The risk management process

  • Risk identification
    – Identify risks
  • Risk analysis
    – Assess the likelihood and consequences of these risks
  • Risk planning
    – Draw up plans to avoid or minimise the effects of the risk
  • Risk monitoring
    – Monitor the risks throughout the project

  • The outcome of the risk management process should be documented in a risk management plan which will be included in the project plan.
  • Is an iterative process. As more information about the risks become available they have to be reanalysed and the priority may change. This will be reflected in changes to the plan.

Risk identification

  • The starting point of risk management. It is concerned with identifying the risks that could pose a major threat to the project, the product being developed or the business
  • Carried out as a team process using a brainstorming session or may be based on the manager’s experience. To help the process a list of possible risk types may be used

– Technology – risks which derive form the s/w or h/w being used as part of the system under development.
– People – risks which derive from the project team.
– Organisational – risks which derive from the organisational environment where the software is being developed.
– Tool – risks which derive from the CASE tools and other support s/w used to develop the system.
– Requirements – risks which derive from changes to customer requirements and the process of managing the requirements change.
– Estimation – risks which derive from the management estimates of the system characteristics and the resources required to build the system.
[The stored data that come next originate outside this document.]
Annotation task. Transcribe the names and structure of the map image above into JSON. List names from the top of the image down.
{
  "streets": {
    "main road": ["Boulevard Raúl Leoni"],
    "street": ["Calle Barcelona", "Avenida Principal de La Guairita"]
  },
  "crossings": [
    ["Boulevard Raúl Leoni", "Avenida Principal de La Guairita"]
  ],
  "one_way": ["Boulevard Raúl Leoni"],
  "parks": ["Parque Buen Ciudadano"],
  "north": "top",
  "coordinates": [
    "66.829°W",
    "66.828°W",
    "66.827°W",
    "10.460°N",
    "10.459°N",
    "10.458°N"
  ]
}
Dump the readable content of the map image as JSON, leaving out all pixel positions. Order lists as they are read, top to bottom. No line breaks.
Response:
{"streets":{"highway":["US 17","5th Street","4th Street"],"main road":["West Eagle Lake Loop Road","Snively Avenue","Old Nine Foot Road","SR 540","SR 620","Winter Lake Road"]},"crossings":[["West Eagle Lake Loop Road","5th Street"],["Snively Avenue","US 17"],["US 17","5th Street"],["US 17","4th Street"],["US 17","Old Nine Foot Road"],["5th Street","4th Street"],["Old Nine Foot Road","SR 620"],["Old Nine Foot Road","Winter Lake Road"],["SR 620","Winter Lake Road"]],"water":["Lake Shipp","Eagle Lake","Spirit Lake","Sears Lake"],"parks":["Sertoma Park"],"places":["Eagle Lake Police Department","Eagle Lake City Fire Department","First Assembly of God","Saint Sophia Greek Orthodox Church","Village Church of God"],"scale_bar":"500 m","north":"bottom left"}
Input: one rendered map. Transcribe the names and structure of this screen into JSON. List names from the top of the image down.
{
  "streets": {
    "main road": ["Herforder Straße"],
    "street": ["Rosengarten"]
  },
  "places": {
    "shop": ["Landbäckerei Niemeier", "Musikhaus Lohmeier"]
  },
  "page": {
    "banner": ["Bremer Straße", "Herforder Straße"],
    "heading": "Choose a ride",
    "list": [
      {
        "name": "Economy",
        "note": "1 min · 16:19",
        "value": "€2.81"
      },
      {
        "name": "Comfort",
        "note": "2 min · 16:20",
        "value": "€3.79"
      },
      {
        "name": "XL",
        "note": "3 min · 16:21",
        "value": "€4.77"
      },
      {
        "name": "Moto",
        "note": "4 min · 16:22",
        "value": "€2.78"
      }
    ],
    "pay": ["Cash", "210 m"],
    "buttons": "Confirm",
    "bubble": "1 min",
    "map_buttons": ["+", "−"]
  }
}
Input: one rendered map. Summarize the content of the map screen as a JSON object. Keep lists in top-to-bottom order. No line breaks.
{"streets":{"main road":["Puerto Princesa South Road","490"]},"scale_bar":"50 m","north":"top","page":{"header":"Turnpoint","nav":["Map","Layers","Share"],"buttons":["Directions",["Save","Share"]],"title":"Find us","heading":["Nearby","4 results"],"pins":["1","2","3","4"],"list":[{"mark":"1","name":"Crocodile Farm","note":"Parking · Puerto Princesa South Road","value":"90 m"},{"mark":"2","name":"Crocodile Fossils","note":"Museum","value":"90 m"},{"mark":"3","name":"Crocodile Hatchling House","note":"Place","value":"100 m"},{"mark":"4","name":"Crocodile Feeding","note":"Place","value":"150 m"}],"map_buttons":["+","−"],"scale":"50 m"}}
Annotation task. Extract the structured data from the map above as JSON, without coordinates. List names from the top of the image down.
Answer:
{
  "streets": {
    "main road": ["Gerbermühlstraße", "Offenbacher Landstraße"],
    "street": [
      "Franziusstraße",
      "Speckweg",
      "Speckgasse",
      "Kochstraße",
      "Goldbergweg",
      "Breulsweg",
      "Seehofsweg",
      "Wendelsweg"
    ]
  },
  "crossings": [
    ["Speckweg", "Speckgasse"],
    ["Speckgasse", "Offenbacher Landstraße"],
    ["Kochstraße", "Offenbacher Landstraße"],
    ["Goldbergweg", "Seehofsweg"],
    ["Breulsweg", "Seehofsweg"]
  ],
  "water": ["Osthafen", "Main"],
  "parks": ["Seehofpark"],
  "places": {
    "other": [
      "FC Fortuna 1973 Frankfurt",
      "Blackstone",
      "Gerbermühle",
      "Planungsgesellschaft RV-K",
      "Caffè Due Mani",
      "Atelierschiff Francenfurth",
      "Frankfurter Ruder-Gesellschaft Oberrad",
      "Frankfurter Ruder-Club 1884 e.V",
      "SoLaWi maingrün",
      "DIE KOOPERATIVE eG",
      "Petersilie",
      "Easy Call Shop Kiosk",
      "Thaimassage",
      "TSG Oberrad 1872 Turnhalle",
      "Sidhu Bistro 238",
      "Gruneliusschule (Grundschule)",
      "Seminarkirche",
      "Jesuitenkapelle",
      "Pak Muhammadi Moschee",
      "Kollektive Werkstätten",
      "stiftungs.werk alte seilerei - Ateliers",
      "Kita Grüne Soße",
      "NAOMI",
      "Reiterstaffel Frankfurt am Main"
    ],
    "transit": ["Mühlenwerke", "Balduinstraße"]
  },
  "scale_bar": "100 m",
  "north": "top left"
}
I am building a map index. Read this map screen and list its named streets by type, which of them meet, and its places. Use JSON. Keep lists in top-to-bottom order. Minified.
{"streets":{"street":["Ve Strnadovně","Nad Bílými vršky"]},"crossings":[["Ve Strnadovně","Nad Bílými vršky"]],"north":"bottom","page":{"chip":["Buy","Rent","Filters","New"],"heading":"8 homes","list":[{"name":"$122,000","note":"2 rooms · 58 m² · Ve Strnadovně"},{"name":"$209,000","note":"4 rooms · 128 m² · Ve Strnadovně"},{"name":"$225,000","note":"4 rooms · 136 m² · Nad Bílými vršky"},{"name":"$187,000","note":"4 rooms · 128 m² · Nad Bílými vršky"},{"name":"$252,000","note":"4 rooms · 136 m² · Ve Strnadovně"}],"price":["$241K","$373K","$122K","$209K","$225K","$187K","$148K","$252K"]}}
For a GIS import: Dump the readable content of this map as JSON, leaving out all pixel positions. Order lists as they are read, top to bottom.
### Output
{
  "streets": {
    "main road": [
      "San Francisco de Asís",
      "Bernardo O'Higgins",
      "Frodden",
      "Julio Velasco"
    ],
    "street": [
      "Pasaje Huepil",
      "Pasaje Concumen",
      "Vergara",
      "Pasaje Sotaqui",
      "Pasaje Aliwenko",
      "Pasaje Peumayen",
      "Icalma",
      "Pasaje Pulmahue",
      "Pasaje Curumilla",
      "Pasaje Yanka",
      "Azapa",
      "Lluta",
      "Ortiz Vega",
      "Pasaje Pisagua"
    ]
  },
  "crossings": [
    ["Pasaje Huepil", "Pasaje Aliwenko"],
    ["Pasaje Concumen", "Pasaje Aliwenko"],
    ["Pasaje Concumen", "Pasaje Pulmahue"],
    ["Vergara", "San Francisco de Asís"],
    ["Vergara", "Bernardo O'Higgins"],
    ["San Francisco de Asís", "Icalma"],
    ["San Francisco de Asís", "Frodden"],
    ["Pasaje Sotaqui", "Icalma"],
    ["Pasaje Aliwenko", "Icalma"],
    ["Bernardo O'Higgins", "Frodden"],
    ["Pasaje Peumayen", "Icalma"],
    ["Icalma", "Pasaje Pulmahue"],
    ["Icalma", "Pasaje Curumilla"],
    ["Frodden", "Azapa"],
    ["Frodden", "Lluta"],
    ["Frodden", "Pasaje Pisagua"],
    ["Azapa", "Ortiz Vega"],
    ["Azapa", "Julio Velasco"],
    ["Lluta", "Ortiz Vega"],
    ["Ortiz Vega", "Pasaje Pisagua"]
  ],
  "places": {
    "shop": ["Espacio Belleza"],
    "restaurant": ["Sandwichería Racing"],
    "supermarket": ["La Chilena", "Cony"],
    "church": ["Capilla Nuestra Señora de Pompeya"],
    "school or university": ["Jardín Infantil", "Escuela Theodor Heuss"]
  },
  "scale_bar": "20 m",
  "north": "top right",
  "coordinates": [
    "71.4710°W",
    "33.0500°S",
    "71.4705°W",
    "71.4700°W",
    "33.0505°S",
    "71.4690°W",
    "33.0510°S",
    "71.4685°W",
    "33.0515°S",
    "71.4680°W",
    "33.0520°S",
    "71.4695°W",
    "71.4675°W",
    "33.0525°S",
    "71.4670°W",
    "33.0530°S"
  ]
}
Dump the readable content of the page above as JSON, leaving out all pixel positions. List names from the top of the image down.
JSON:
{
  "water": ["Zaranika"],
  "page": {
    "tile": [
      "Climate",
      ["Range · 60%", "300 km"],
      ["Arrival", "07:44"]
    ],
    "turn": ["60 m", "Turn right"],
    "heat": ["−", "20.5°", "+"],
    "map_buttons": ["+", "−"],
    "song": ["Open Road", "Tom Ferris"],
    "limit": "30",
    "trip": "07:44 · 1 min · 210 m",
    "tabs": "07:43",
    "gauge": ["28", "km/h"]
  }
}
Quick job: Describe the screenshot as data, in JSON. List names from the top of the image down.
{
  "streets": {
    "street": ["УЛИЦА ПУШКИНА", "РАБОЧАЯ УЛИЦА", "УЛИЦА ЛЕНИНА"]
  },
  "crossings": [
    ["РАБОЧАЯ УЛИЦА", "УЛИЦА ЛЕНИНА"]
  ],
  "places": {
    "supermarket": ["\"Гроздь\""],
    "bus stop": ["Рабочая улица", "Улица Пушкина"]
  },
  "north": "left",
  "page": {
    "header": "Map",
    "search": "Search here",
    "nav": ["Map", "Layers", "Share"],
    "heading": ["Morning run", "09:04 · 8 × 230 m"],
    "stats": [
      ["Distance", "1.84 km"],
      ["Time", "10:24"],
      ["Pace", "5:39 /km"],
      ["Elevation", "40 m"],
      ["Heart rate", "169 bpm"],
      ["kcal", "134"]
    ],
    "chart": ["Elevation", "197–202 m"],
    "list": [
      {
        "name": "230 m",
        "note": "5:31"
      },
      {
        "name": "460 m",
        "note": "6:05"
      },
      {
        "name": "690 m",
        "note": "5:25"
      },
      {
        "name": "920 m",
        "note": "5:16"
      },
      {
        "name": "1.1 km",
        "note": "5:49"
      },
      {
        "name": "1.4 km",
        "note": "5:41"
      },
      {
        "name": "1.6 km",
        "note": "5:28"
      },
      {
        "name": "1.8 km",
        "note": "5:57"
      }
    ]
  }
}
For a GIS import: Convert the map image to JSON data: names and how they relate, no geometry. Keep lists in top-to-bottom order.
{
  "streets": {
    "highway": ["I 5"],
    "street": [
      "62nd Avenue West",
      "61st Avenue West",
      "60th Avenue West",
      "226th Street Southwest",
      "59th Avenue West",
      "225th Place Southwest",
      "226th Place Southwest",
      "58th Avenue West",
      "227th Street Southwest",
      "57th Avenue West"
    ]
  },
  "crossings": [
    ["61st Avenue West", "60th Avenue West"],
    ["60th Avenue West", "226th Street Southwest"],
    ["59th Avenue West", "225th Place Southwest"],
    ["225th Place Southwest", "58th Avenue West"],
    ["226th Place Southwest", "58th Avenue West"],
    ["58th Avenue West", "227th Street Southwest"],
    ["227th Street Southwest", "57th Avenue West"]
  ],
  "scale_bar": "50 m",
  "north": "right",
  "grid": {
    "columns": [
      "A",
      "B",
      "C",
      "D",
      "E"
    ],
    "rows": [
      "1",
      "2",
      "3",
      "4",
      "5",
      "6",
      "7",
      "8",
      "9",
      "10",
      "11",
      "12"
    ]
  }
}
Examples of Different Types of Risk

Risk type – Technology
Possible risks…
The database used in the system cannot process as many transactions per second as expected. (1)
Reusable software components contain defects that mean they cannot be
reused as planned. (2)

Risk type – People
Possible risks…
It is impossible to recruit staff with the skills required. (3)
Key staff are ill and unavailable at critical times. (4)
Required training for staff is not available. (5)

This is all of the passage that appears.